SUR L'ACTION ET L'IDÉE

— La première et dernière liberté —


Chapitre 5  

JE voudrais poser le problème de l'action. Il pourra sembler quelque peu abstrus au début, mais j'espère qu'en y pénétrant nous parviendrons à voir clairement tout ce qu'il comporte, car notre existence entière est un processus d'action.

La plupart d'entre nous vivent dans une succession d'actes n'ayant apparemment aucun lien entre eux, d'actes disjoints, qui mènent à la désintégration, à la frustration. C'est un problème qui nous concerne tous, car nous vivons par l'action, sans elle il n'y a pas de vie, pas d'expérience, pas de pensée. La pensée est action. Poursuivre l'action au seul niveau extérieur de la conscience, se livrer à des actes extérieurs sans comprendre le processus total de l'action elle-même, c'est tomber nécessairement dans un état de frustration et de souffrance.

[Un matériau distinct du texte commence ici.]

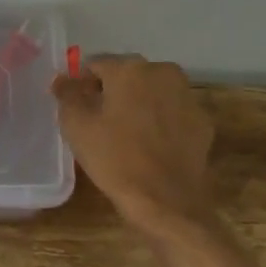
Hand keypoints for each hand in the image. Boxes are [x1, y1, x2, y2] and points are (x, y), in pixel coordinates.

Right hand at [52, 55, 217, 238]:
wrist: (166, 201)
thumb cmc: (115, 158)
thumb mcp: (77, 125)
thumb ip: (67, 94)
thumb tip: (62, 78)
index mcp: (130, 68)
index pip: (96, 65)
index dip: (81, 84)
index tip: (75, 106)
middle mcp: (163, 72)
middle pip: (127, 75)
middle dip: (112, 91)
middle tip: (98, 120)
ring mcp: (188, 96)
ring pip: (152, 92)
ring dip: (137, 103)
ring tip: (125, 133)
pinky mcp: (202, 122)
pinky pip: (172, 112)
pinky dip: (160, 121)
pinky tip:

Notre vie est une suite d'actes, un processus d'action à des niveaux différents de la conscience. La conscience est expérience, appellation, enregistrement ; il y a d'abord provocation et réponse (c'est l'expérience), ensuite on nomme l'expérience, et enfin on l'enregistre, ce qui constitue la mémoire. Ce processus est action ; la conscience même est action ; car sans la provocation et la réponse-réaction, sans l'expérience, sans l'expression verbale, puis la mémoire qui enregistre, il n'y a pas d'action.

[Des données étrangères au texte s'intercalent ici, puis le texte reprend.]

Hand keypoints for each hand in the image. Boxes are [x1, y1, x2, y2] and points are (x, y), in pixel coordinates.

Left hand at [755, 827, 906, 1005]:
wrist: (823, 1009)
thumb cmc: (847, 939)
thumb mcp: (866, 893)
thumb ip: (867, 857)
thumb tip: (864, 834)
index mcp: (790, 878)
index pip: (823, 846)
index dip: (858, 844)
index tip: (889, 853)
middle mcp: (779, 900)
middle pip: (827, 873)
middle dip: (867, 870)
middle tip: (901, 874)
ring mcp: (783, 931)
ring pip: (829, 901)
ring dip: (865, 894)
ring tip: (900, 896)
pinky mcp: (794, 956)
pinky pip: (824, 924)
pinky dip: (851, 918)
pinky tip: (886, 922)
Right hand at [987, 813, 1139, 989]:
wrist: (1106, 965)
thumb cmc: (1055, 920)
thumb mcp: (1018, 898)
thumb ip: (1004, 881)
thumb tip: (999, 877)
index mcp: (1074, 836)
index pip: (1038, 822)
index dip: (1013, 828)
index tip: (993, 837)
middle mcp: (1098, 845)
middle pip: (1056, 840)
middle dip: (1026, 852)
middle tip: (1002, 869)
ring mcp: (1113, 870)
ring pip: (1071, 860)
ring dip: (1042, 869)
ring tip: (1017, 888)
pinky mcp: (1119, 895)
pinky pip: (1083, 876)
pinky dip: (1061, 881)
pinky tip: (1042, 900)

Or, c'est l'action qui crée l' « agissant », l'entité qui agit ; cette entité entre en existence lorsque l'action a un résultat, un but en vue. S'il n'y a pas de résultat à l'action, il n'y a pas d'« agissant ». Celui-ci, l'action, et le but poursuivi sont un seul et unique processus. L'action en vue d'un résultat est la volonté, car indépendamment d'une telle action, il n'existe pas de volonté, n'est-ce pas? Le désir de parvenir à un résultat engendre la volonté, laquelle est l' « agissant » lui-même: « je » veux réussir, « je » veux écrire un livre, « je » veux être riche, « je » veux peindre.

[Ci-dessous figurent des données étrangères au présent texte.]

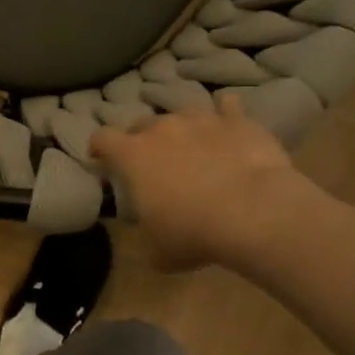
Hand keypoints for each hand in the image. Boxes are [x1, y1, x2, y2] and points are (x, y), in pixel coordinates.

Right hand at [91, 95, 317, 270]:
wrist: (254, 212)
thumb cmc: (194, 232)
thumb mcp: (159, 249)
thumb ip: (146, 236)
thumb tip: (150, 238)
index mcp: (133, 156)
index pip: (102, 138)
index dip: (99, 148)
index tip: (102, 160)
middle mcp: (162, 128)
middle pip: (142, 123)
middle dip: (143, 139)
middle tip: (154, 161)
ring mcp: (200, 119)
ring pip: (181, 112)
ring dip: (182, 127)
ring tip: (192, 145)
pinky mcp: (236, 120)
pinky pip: (226, 105)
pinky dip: (224, 113)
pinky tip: (227, 124)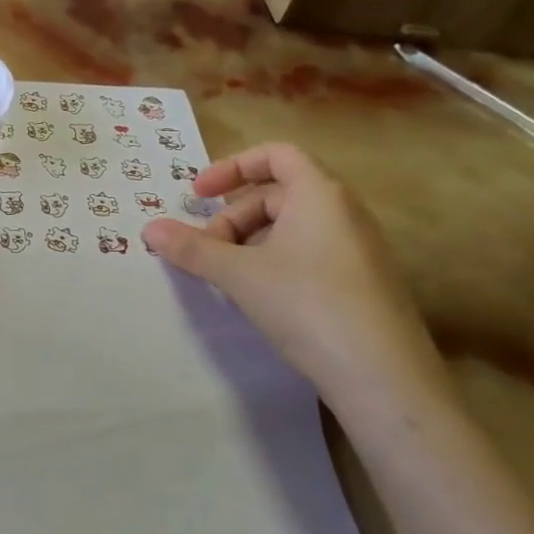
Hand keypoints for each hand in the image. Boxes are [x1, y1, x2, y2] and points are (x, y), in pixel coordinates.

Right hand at [143, 143, 445, 418]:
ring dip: (251, 243)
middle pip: (277, 194)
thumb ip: (191, 248)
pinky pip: (311, 253)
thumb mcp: (238, 274)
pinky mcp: (365, 283)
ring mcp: (360, 249)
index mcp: (319, 194)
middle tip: (205, 251)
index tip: (198, 194)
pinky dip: (276, 262)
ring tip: (228, 278)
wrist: (384, 378)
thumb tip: (149, 228)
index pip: (275, 155)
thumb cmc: (306, 304)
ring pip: (292, 227)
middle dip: (233, 218)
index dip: (231, 167)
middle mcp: (345, 212)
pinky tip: (262, 298)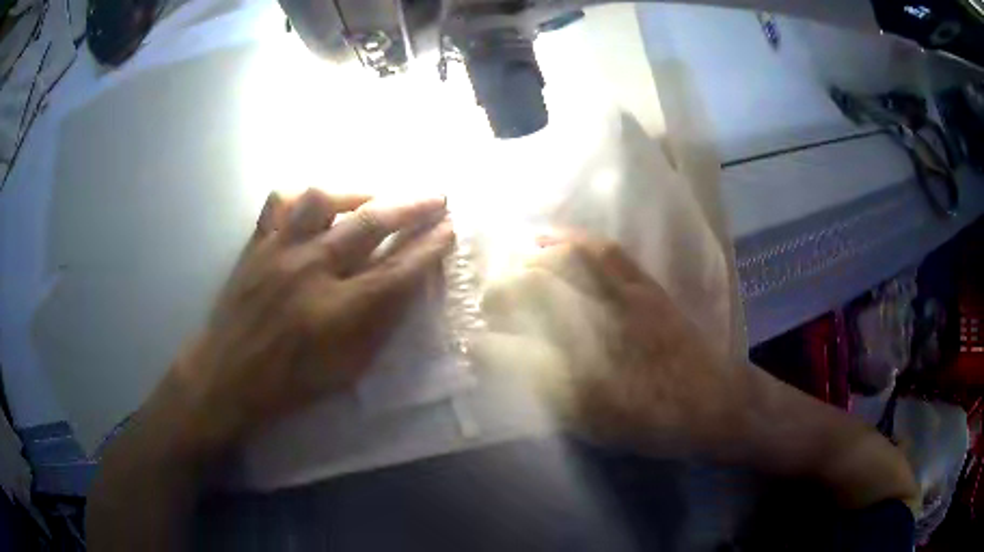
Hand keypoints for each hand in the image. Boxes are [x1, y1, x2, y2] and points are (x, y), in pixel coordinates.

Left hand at [165, 189, 453, 453]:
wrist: (227, 376)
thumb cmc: (291, 382)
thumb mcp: (347, 369)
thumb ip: (379, 326)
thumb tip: (406, 287)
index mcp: (338, 312)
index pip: (398, 270)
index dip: (430, 247)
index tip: (450, 229)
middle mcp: (310, 271)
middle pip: (370, 224)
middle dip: (412, 206)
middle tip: (437, 196)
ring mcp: (279, 252)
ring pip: (321, 200)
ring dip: (356, 194)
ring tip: (372, 199)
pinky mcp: (256, 244)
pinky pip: (278, 203)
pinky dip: (301, 198)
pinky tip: (315, 207)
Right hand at [477, 232, 735, 454]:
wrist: (715, 403)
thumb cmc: (655, 423)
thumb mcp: (596, 424)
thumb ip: (549, 395)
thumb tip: (511, 368)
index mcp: (586, 378)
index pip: (519, 351)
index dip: (488, 344)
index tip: (473, 342)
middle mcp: (602, 332)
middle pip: (538, 292)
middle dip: (503, 291)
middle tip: (489, 300)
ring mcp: (626, 301)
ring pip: (569, 262)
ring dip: (532, 258)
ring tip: (513, 259)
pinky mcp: (646, 287)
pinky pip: (606, 252)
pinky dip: (573, 239)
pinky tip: (555, 239)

Ces trois états nous sont familiers ; 1' « agissant », l'action, le but: c'est de cela qu'est faite notre existence quotidienne. Je ne fais en ce moment qu'expliquer ce qui « est ». Mais nous ne pourrons commencer à comprendre comment transformer ce qui « est » que lorsque nous l'aurons examiné clairement, de façon à ne plus avoir ni illusions, ni préjugés, ni déformations. Or, ces trois états qui constituent l'expérience - 1' « agissant », l'action et le résultat - sont, évidemment, le processus d'un devenir. Sans ces trois états, il n'y a pas de devenir car il n'y a ni une entité qui agit, ni un but en vue. Mais la vie telle que nous la connaissons, notre vie quotidienne, est un processus de devenir: je suis pauvre et mon but est de devenir riche ; je suis laid et je veux être beau ; ainsi ma vie est un processus de « devenir » quelque chose. La volonté d'être est la volonté de devenir, à des niveaux différents de la conscience, en des états différents où se retrouvent la provocation, la réaction, l'appellation et l'enregistrement. Et ce devenir est un effort, ce devenir est douleur, c'est une lutte constante: je suis ceci et veux devenir cela.

Ainsi notre problème est le suivant: n'existe-t-il pas d'action sans devenir? N'existe-t-il pas d'action sans cette souffrance, sans cette perpétuelle bataille? S'il n'y a pas de but, il n'y a pas d'entité qui agit, car nous avons vu que c'est le but qui la crée. Mais peut-il exister une action sans but en vue, donc sans « agissant », c'est-à-dire sans le désir d'un résultat? Une telle action ne serait pas un devenir, donc ne serait pas un effort douloureux.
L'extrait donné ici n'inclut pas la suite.